EXERCISE AIM: Here the job is to transcribe the data exactly while omitting the images.

Stored data entries:
=====
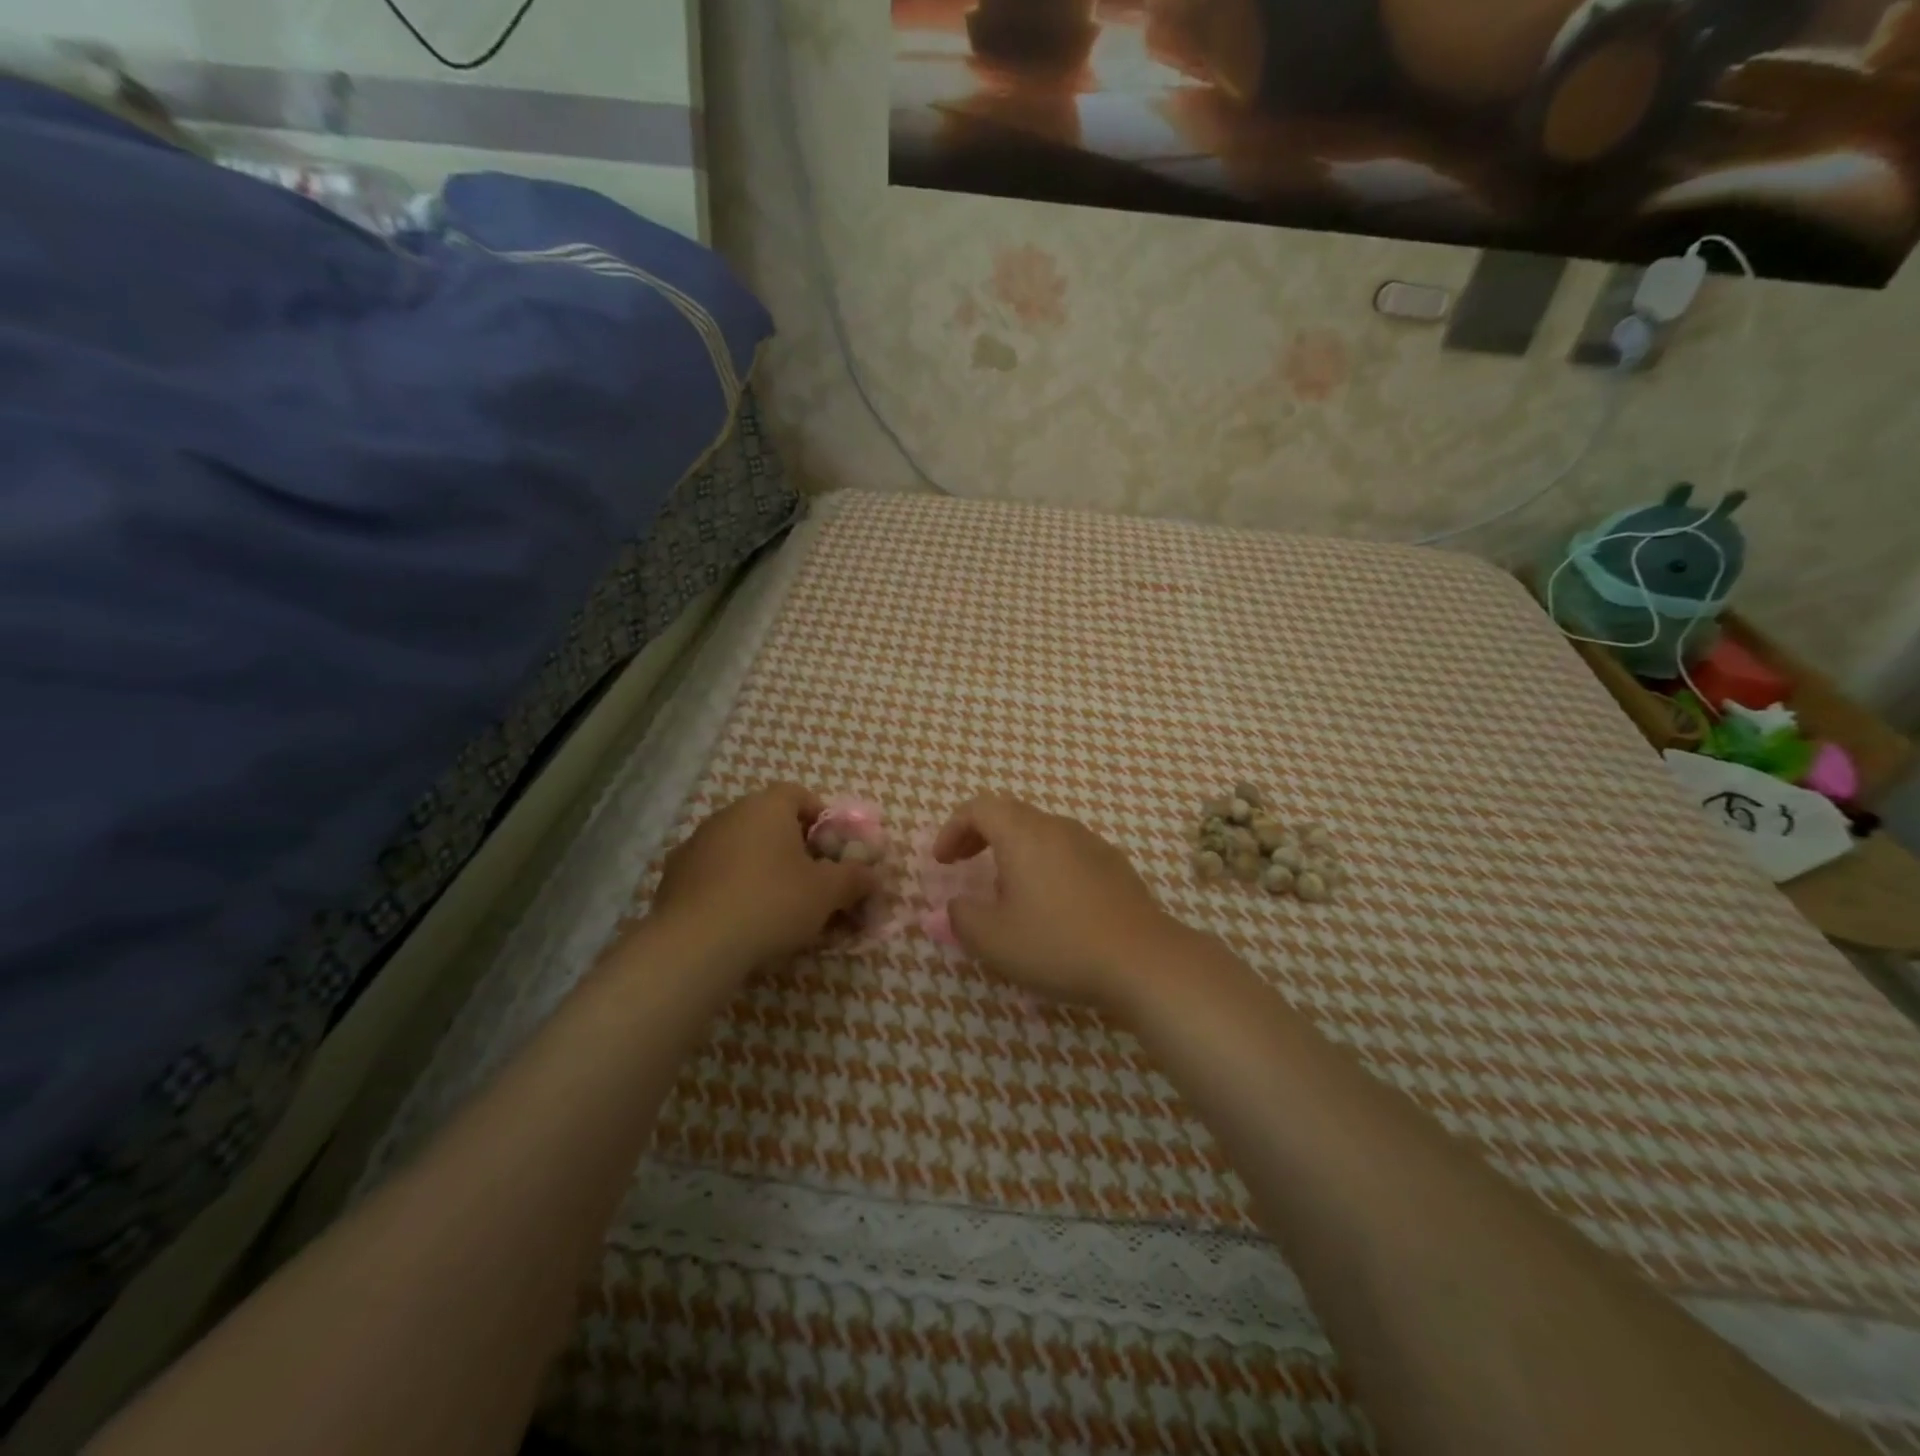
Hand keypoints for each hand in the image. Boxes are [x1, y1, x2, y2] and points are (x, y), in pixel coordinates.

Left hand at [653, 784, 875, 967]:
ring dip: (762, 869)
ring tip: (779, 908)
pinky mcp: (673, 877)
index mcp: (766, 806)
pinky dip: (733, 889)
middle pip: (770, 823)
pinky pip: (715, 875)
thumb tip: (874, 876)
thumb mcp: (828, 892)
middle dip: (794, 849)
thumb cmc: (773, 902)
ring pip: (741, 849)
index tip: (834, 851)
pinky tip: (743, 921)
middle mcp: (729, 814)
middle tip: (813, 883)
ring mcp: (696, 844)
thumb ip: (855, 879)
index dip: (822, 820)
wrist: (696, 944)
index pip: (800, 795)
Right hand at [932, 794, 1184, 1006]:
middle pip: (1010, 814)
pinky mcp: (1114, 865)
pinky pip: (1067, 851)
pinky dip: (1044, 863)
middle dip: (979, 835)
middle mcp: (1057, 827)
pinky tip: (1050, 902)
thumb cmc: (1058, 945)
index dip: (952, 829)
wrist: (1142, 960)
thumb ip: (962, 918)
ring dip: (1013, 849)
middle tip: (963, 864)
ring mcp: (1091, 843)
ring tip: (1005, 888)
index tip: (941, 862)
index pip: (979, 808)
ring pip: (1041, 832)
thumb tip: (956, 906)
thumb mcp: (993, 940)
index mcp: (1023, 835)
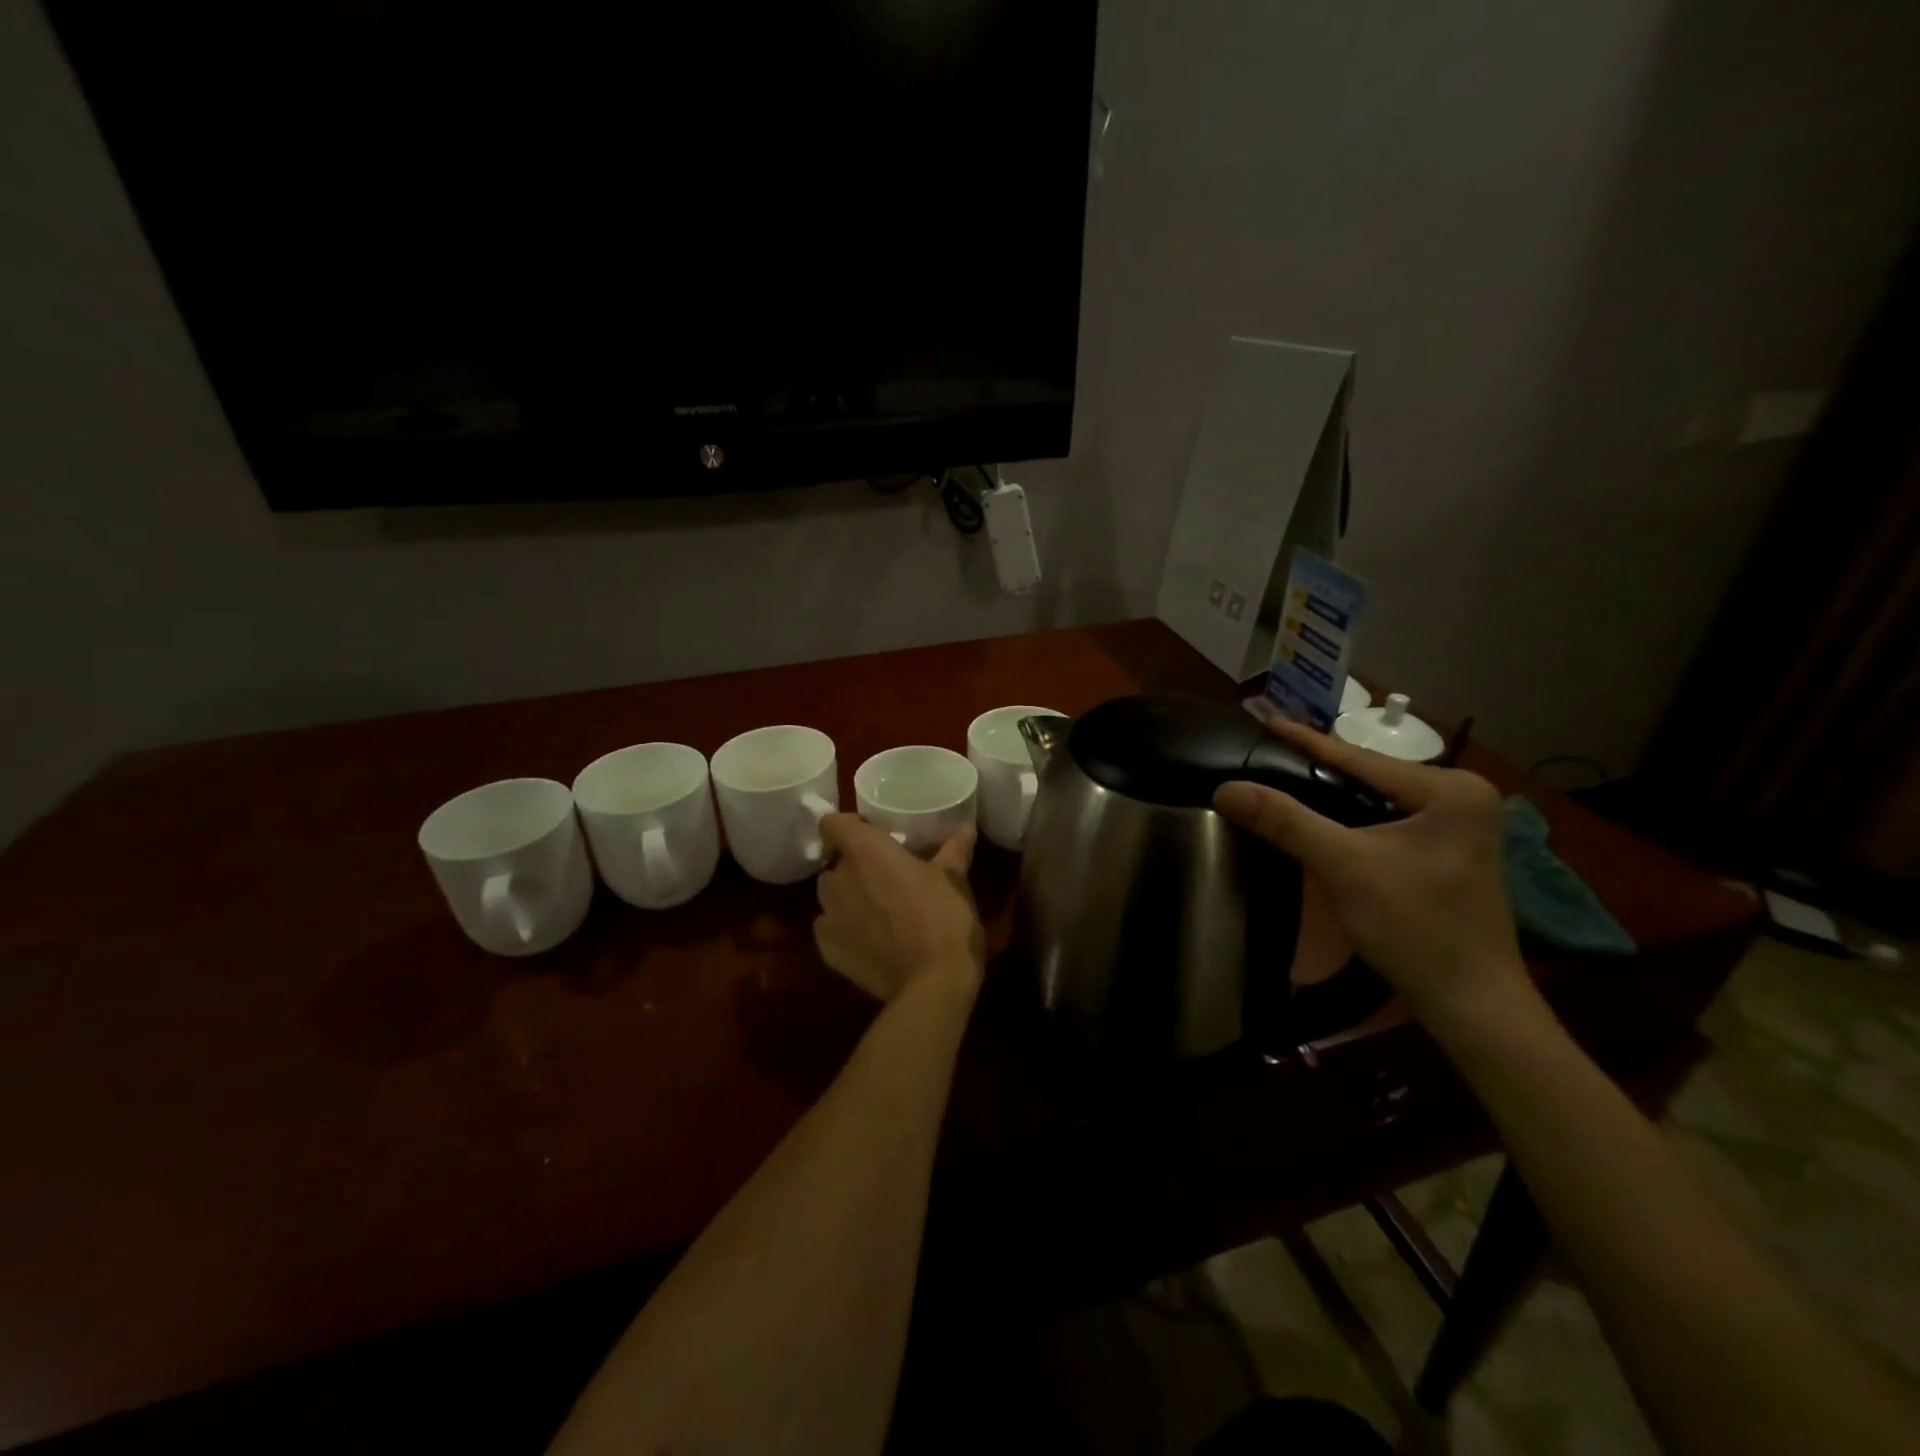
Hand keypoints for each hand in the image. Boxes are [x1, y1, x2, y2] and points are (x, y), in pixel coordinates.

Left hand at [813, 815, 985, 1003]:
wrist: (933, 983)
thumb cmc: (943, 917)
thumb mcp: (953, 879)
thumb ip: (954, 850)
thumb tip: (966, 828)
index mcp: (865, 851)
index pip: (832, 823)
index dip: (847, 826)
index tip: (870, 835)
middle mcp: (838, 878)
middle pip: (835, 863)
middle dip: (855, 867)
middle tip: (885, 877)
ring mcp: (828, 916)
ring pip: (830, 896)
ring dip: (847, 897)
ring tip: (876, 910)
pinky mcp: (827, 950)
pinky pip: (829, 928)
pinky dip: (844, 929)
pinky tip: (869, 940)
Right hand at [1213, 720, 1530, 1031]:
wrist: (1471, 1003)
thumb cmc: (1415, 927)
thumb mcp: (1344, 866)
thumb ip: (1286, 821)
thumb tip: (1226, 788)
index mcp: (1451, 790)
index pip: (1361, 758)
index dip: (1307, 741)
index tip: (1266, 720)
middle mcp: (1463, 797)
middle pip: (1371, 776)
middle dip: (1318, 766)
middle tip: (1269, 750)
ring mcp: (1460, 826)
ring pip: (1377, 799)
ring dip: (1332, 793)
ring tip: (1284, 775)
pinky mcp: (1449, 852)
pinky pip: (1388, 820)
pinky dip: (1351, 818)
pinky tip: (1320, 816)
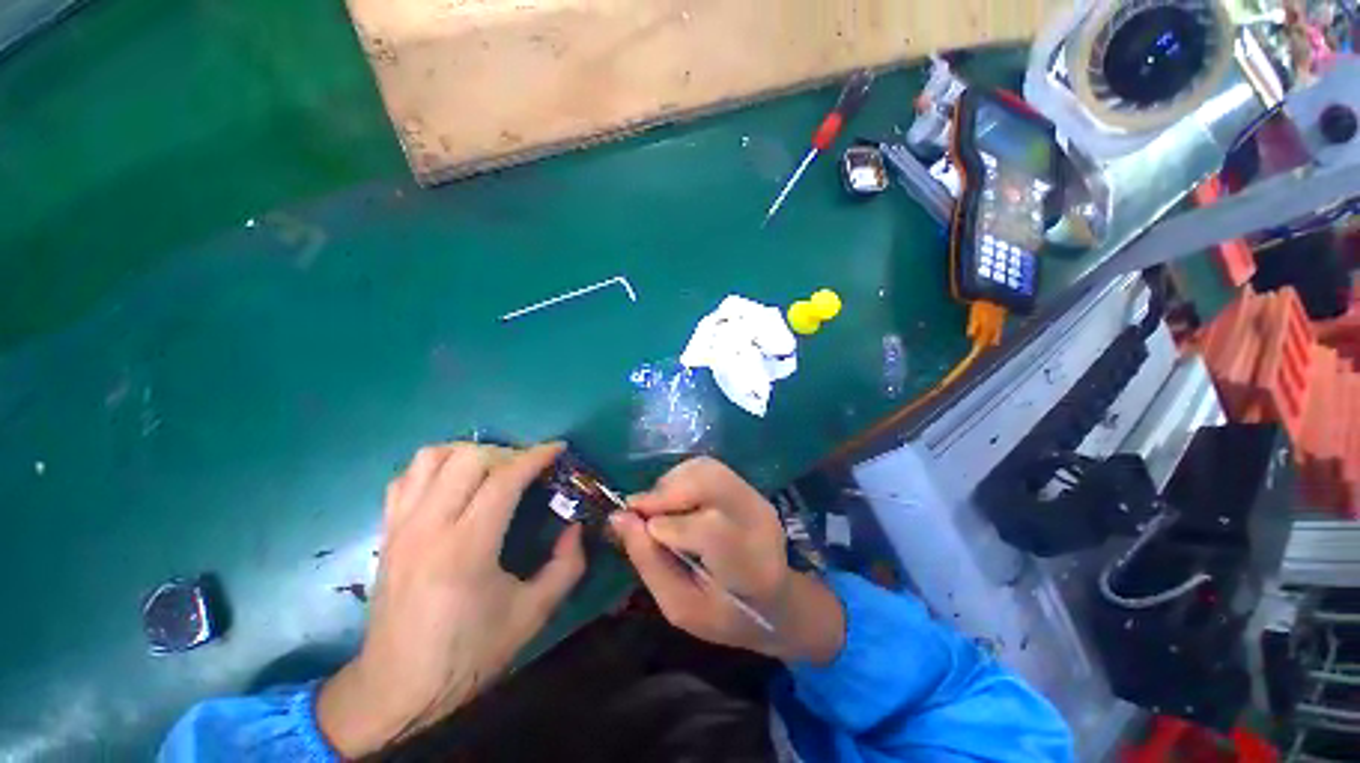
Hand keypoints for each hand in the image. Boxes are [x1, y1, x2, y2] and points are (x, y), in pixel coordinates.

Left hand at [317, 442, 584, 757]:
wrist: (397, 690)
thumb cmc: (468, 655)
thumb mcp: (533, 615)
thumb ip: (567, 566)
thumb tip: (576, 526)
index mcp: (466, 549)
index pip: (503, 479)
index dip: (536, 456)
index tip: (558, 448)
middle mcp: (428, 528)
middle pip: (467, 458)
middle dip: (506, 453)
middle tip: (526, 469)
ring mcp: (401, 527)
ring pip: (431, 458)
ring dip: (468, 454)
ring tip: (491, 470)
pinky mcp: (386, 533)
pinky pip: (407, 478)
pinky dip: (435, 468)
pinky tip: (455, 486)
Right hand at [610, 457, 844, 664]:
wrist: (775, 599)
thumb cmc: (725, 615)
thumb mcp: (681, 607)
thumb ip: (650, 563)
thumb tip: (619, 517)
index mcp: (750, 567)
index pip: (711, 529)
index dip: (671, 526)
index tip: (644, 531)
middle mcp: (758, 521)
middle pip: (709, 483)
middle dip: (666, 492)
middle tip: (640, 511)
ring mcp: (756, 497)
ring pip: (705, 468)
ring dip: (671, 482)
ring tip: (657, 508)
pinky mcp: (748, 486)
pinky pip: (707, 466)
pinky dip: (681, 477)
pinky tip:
=====
PROBLEM SOLUTION:
Hand keypoints for each hand in the image. Boxes are [x1, y1, x2, y2] and points are (x, y), in pixel coordinates.

Left hand at [653, 784, 875, 967]:
ring dip: (762, 869)
ring tip: (779, 908)
pinky mcp: (673, 877)
index mcp: (766, 806)
pinky dip: (733, 889)
middle pip: (770, 823)
pinky pip: (715, 875)
thumb tip: (874, 876)
thumb mcp: (828, 892)
middle dip: (794, 849)
thumb cmc: (773, 902)
ring pip: (741, 849)
index tip: (834, 851)
pinky tip: (743, 921)
middle mcp: (729, 814)
middle tip: (813, 883)
ring mcp: (696, 844)
thumb ip: (855, 879)
index dip: (822, 820)
wrist: (696, 944)
index pip: (800, 795)
Right hand at [932, 794, 1184, 1006]:
middle pip: (1010, 814)
pinky mcp: (1114, 865)
pinky pip: (1067, 851)
pinky dip: (1044, 863)
middle dip: (979, 835)
middle mcp: (1057, 827)
pinky tip: (1050, 902)
thumb cmc: (1058, 945)
index dip: (952, 829)
wrist: (1142, 960)
thumb ip: (962, 918)
ring dip: (1013, 849)
middle tip: (963, 864)
ring mcp: (1091, 843)
ring tip: (1005, 888)
index tip: (941, 862)
index pip: (979, 808)
ring pip: (1041, 832)
thumb tip: (956, 906)
thumb mcp: (993, 940)
index mcp: (1023, 835)
Hand keypoints for each hand in the image. Boxes are [x1, y1, x2, y2] and points are (x, y), in pixel coordinates.

Left hand at [813, 815, 985, 1003]:
wrist: (933, 983)
thumb cmc: (943, 917)
thumb mcp: (953, 879)
thumb ip: (954, 850)
thumb tip: (966, 828)
index mcp: (865, 851)
index pip: (832, 823)
index dip: (847, 826)
index tip: (870, 835)
middle mcp: (838, 878)
middle pip: (835, 863)
middle dip: (855, 867)
middle tip: (885, 877)
ring mcp: (828, 916)
ring pip: (830, 896)
ring dip: (847, 897)
ring tip: (876, 910)
pinky mcp: (827, 950)
pinky pip: (829, 928)
pinky dip: (844, 929)
pinky tip: (869, 940)
Right hand at [1213, 720, 1530, 1031]:
wrist: (1471, 1003)
thumb cmc: (1415, 927)
thumb mcp: (1344, 866)
thumb ip: (1286, 821)
thumb tip: (1226, 788)
index mcp: (1451, 790)
index pip: (1361, 758)
index dip: (1307, 741)
index tip: (1266, 720)
middle mcp: (1463, 797)
middle pip: (1371, 776)
middle dip: (1318, 766)
middle tip: (1269, 750)
ring mcp: (1460, 826)
ring pip: (1377, 799)
ring dip: (1332, 793)
ring tip: (1284, 775)
pinky mcp: (1449, 852)
pinky pip: (1388, 820)
pinky dip: (1351, 818)
pinky tip: (1320, 816)
Hand keypoints for each hand in the image. Boxes are [x1, y1, x2, y2] and points are (x, y), in pixel coordinates.

Left hand at [317, 442, 584, 757]:
wrist: (397, 690)
thumb cmc: (468, 655)
thumb mcp: (533, 615)
thumb ip: (567, 566)
thumb tip: (576, 526)
index mcp: (466, 549)
index pip: (503, 479)
index dip: (536, 456)
index tip: (558, 448)
middle mcp: (428, 528)
middle pip: (467, 458)
middle dip: (506, 453)
middle tip: (526, 469)
ring mcp: (401, 527)
ring pip: (431, 458)
ring dip: (468, 454)
ring tip: (491, 470)
pinky mcp: (386, 533)
pinky pip: (407, 478)
pinky dip: (435, 468)
pinky tip: (455, 486)
Right hand at [610, 457, 844, 664]:
wrist: (775, 599)
thumb cmc: (725, 615)
thumb mcp: (681, 607)
thumb ip: (650, 563)
thumb tip: (619, 517)
index mcp: (750, 567)
index pip: (711, 529)
index dip: (671, 526)
index tip: (644, 531)
middle mcp: (758, 521)
middle pip: (709, 483)
middle dip: (666, 492)
middle tip: (640, 511)
ring mcp: (756, 497)
ring pip: (705, 468)
ring dip: (671, 482)
ring tip: (657, 508)
pinky mcp: (748, 486)
pinky pip: (707, 466)
pinky dip: (681, 477)
pinky tip:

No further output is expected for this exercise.